Re: Paul J. – if data is already co-located, of course dbX doesn’t move it around needlessly. However, when required, we load balance and redistribute without user intervention.
“load balance data at 1GB/s per node…This is unheard of in the industry.”
So, what’s the difference with Infiniband or 1GbE connecting any other fabric?
Thanks.
Or is it comparable to 10GbE (you use big-B)?
@Geno: “dbX 1008 has 96 disk drives, 1TB each or 96TB of raw disk. 30TB of that is for “user data”
Hang on, you’re saying 66TB of storage is used for non-user data? What is non-user data? Thanks.
I’m going to suggest people watch the “ChalkTalks” on our website for the full technical details. http://www.xtremedata.com . Our CTO, Faisal Shah, will be explaining a lot of the above questions in detail. We have one up there now :”SQL in Silicon” (FPGAs vs CPUs) and the others will be posted in the next 24,48 hours.

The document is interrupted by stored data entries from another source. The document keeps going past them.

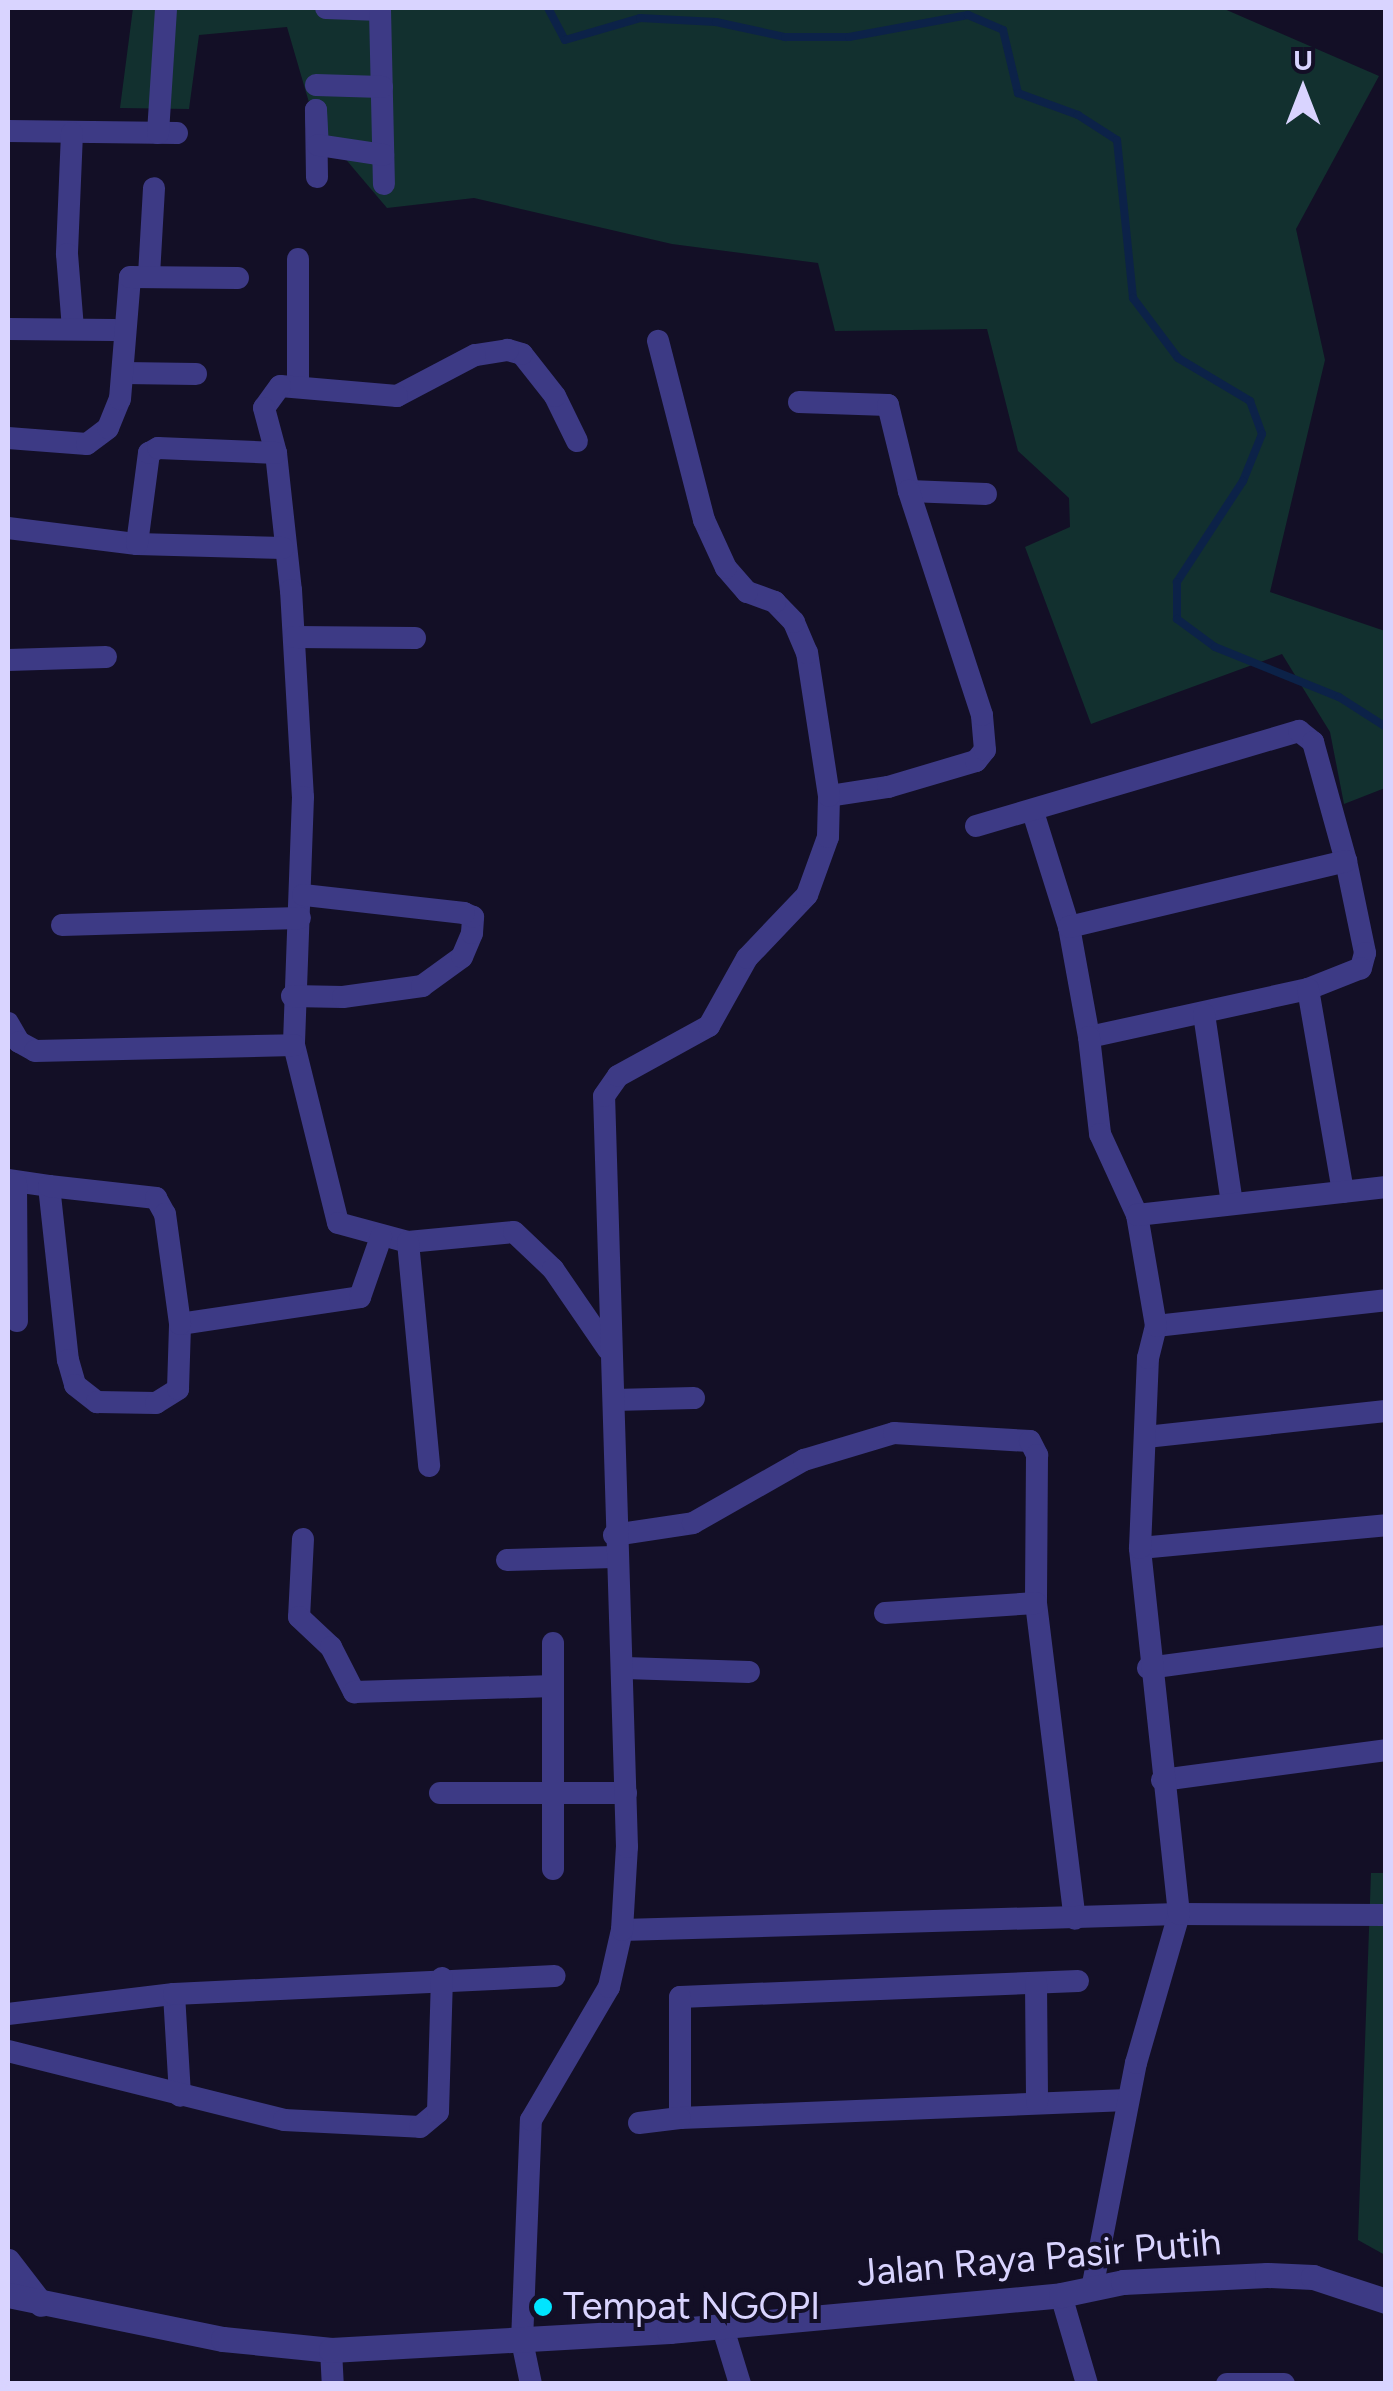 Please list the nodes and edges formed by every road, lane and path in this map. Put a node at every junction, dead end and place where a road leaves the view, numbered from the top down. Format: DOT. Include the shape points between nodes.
graph roads {
  1 [pos="166,8"];
  2 [pos="326,8"];
  3 [pos="316,84"];
  4 [pos="382,87"];
  5 [pos="8,131"];
  6 [pos="72,134"];
  7 [pos="383,156"];
  8 [pos="317,178"];
  9 [pos="384,184"];
  10 [pos="154,188"];
  11 [pos="298,259"];
  12 [pos="149,275"];
  13 [pos="238,278"];
  14 [pos="8,329"];
  15 [pos="73,329"];
  16 [pos="114,330"];
  17 [pos="658,341"];
  18 [pos="124,373"];
  19 [pos="196,374"];
  20 [pos="298,385"];
  21 [pos="798,402"];
  22 [pos="8,438"];
  23 [pos="578,441"];
  24 [pos="276,453"];
  25 [pos="909,491"];
  26 [pos="986,494"];
  27 [pos="8,528"];
  28 [pos="137,544"];
  29 [pos="284,548"];
  30 [pos="294,637"];
  31 [pos="415,638"];
  32 [pos="106,657"];
  33 [pos="8,660"];
  34 [pos="830,796"];
  35 [pos="1033,812"];
  36 [pos="976,826"];
  37 [pos="1346,860"];
  38 [pos="302,907"];
  39 [pos="62,925"];
  40 [pos="1068,927"];
  41 [pos="1308,989"];
  42 [pos="292,996"];
  43 [pos="1204,1014"];
  44 [pos="8,1023"];
  45 [pos="1090,1037"];
  46 [pos="294,1045"];
  47 [pos="12,1181"];
  48 [pos="49,1186"];
  49 [pos="1386,1187"];
  50 [pos="1342,1192"];
  51 [pos="1232,1204"];
  52 [pos="1137,1215"];
  53 [pos="381,1237"];
  54 [pos="408,1242"];
  55 [pos="1386,1300"];
  56 [pos="18,1321"];
  57 [pos="180,1324"];
  58 [pos="1156,1326"];
  59 [pos="608,1349"];
  60 [pos="694,1398"];
  61 [pos="614,1400"];
  62 [pos="1386,1411"];
  63 [pos="1146,1437"];
  64 [pos="429,1466"];
  65 [pos="1386,1525"];
  66 [pos="304,1539"];
  67 [pos="614,1546"];
  68 [pos="1140,1548"];
  69 [pos="507,1560"];
  70 [pos="1036,1604"];
  71 [pos="885,1613"];
  72 [pos="1386,1636"];
  73 [pos="553,1643"];
  74 [pos="625,1668"];
  75 [pos="1148,1668"];
  76 [pos="748,1672"];
  77 [pos="553,1686"];
  78 [pos="1386,1750"];
  79 [pos="1162,1780"];
  80 [pos="440,1793"];
  81 [pos="626,1793"];
  82 [pos="558,1794"];
  83 [pos="553,1869"];
  84 [pos="1179,1914"];
  85 [pos="1386,1915"];
  86 [pos="1076,1918"];
  87 [pos="622,1930"];
  88 [pos="556,1976"];
  89 [pos="442,1978"];
  90 [pos="1078,1982"];
  91 [pos="1036,1984"];
  92 [pos="174,1994"];
  93 [pos="8,2014"];
  94 [pos="8,2051"];
  95 [pos="180,2096"];
  96 [pos="1128,2100"];
  97 [pos="1036,2102"];
  98 [pos="680,2118"];
  99 [pos="639,2123"];
  100 [pos="8,2260"];
  101 [pos="1092,2290"];
  102 [pos="8,2295"];
  103 [pos="1060,2295"];
  104 [pos="1386,2301"];
  105 [pos="41,2304"];
  106 [pos="722,2326"];
  107 [pos="522,2341"];
  108 [pos="331,2350"];
  109 [pos="333,2384"];
  110 [pos="531,2384"];
  111 [pos="740,2384"];
  112 [pos="1087,2384"];
  113 [pos="1228,2384"];
  114 [pos="1284,2384"];
  1 -- 6 [label="street" via="167,133"];
  2 -- 4 [label="street" via="380,10"];
  3 -- 4 [label="street"];
  4 -- 7 [label="street"];
  5 -- 6 [label="street"];
  6 -- 15 [label="street" via="67,254"];
  7 -- 8 [label="street" via="318,145 316,110"];
  7 -- 9 [label="street"];
  10 -- 12 [label="street"];
  11 -- 20 [label="street"];
  12 -- 13 [label="street"];
  12 -- 18 [label="street" via="130,277"];
  14 -- 15 [label="street"];
  15 -- 16 [label="street"];
  17 -- 34 [label="street" via="704,520 726,568 746,592 775,602 794,622 808,653"];
  18 -- 19 [label="street"];
  18 -- 22 [label="street" via="108,428 87,444"];
  20 -- 23 [label="street" via="358,398 397,396 474,355 508,350 522,354 555,396"];
  20 -- 24 [label="street" via="268,393 265,422"];
  21 -- 25 [label="street" via="888,404"];
  24 -- 28 [label="street" via="149,453"];
  24 -- 29 [label="street"];
  25 -- 26 [label="street"];
  25 -- 34 [label="street" via="982,715 985,750 976,760 906,782"];
  27 -- 28 [label="street"];
  28 -- 29 [label="street"];
  29 -- 30 [label="street"];
  30 -- 31 [label="street"];
  30 -- 38 [label="street"];
  32 -- 33 [label="street"];
  34 -- 59 [label="street" via="818,876 747,958 730,999 709,1026 607,1087"];
  35 -- 36 [label="street"];
  35 -- 37 [label="street" via="1299,731 1313,742"];
  35 -- 40 [label="street"];
  37 -- 40 [label="street"];
  37 -- 41 [label="street" via="1366,963"];
  38 -- 39 [label="street"];
  38 -- 42 [label="street"];
  38 -- 42 [label="street" via="464,913 472,918 472,933 462,957 422,986"];
  40 -- 45 [label="street"];
  41 -- 43 [label="street"];
  41 -- 50 [label="street"];
  42 -- 46 [label="street"];
  43 -- 45 [label="street"];
  43 -- 51 [label="street"];
  44 -- 46 [label="street" via="19,1042 35,1051"];
  45 -- 52 [label="street" via="1100,1134"];
  46 -- 53 [label="street" via="338,1222"];
  47 -- 48 [label="street"];
  47 -- 56 [label="street"];
  48 -- 57 [label="street" via="156,1198 168,1230"];
  48 -- 57 [label="street" via="75,1385 97,1402 156,1403 178,1389 184,1372"];
  49 -- 50 [label="street"];
  50 -- 51 [label="street"];
  51 -- 52 [label="street"];
  52 -- 58 [label="street"];
  53 -- 54 [label="street"];
  53 -- 57 [label="street" via="360,1297"];
  54 -- 59 [label="street" via="514,1232 553,1269"];
  54 -- 64 [label="street"];
  55 -- 58 [label="street"];
  58 -- 63 [label="street" via="1148,1358"];
  59 -- 61 [label="street"];
  60 -- 61 [label="street"];
  61 -- 67 [label="street"];
  62 -- 63 [label="street"];
  63 -- 68 [label="street"];
  65 -- 68 [label="street"];
  66 -- 77 [label="street" via="300,1617 331,1648 354,1692"];
  67 -- 69 [label="street"];
  67 -- 70 [label="street" via="693,1522 804,1460 894,1433 1019,1437 1030,1441 1036,1455"];
  67 -- 74 [label="street"];
  68 -- 75 [label="street"];
  70 -- 71 [label="street"];
  70 -- 86 [label="street"];
  72 -- 75 [label="street"];
  73 -- 77 [label="street"];
  74 -- 76 [label="street"];
  74 -- 81 [label="street"];
  75 -- 79 [label="street"];
  77 -- 82 [label="street"];
  78 -- 79 [label="street"];
  79 -- 84 [label="street"];
  80 -- 82 [label="street"];
  81 -- 82 [label="street"];
  81 -- 87 [label="street"];
  82 -- 83 [label="street"];
  84 -- 85 [label="street"];
  84 -- 86 [label="street"];
  84 -- 96 [label="street"];
  86 -- 87 [label="street"];
  87 -- 107 [label="street" via="609,1987 532,2120"];
  88 -- 89 [label="street"];
  89 -- 92 [label="street"];
  89 -- 95 [label="street" via="438,2112 432,2122 420,2127 284,2120"];
  90 -- 91 [label="street"];
  91 -- 97 [label="street"];
  91 -- 98 [label="street" via="680,1997"];
  92 -- 93 [label="street"];
  92 -- 95 [label="street"];
  94 -- 95 [label="street"];
  96 -- 97 [label="street"];
  96 -- 101 [label="street"];
  97 -- 98 [label="street"];
  98 -- 99 [label="street"];
  100 -- 105 [label="street"];
  101 -- 103 [label="street, Jalan Raya Pasir Putih"];
  101 -- 104 [label="street, Jalan Raya Pasir Putih" via="1267,2275 1313,2277"];
  102 -- 105 [label="street, Jalan Raya Pasir Putih"];
  103 -- 106 [label="street, Jalan Raya Pasir Putih"];
  103 -- 112 [label="street"];
  105 -- 108 [label="street, Jalan Raya Pasir Putih" via="254,2344"];
  106 -- 107 [label="street, Jalan Raya Pasir Putih"];
  106 -- 111 [label="street"];
  107 -- 108 [label="street, Jalan Raya Pasir Putih"];
  107 -- 110 [label="street"];
  108 -- 109 [label="street"];
  113 -- 114 [label="street"];
}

In short: We use IB. Our software and hardware know how to utilize this connection to its full extent. Our experience is CPUs cannot build statistics, move data, and perform “real SQL” at the same time at 1GB/s. Thus, we feel the CPU becomes the bottleneck in every solution. This is likely why everyone focuses on compression, or algos that “restrict data movement”. (for them it is too expensive (time) of a task)
We have the “SQL In Silicon” – In-Socket Accelerator that does this process at full rate. In short, data redistribution is basically “free” in our system. We are not afraid of moving data and do it under the hood so you don’t have too.
IB = 2GBytes/Sec in and out. Very low overhead.
1GE = 1Gbit/Sec.. lots of overhead.. I think around 80MB/Sec is about the real bandwidth.
Also: 66TB is for dbX to use. Temp space, RAID copies, other execution engine “database housekeeping”.
back of the napkin:
96 1TB SATA disks =
48GB RAID 10
30 GB user DATA
16 GB swap space
8 GB OS volume
I say “raid 10” meaning all data is mirrored to at least one other copy in the cluster.
The drives are SAS, and we’d be happy to discuss the detailed break down, exact RAID used, why, what features, and even roadmap with customers if they want/need to know.
Ok so, are those puppies yelping in the background during the ChalkTalk lecture?!?
Ok so I watched the ChalkTalk lecture — I’m even more convinced now that hardware is not needed so clearly I totally missed the boat here — it seems to me everything you do on your chip we do in software (how many ops do you burn in silicon?). It’s rare when I feel so retarded 🙂
This raises an interesting question. Are MPP databases by greenplum/netezza/et.al. generally either I/O bound or CPU bound?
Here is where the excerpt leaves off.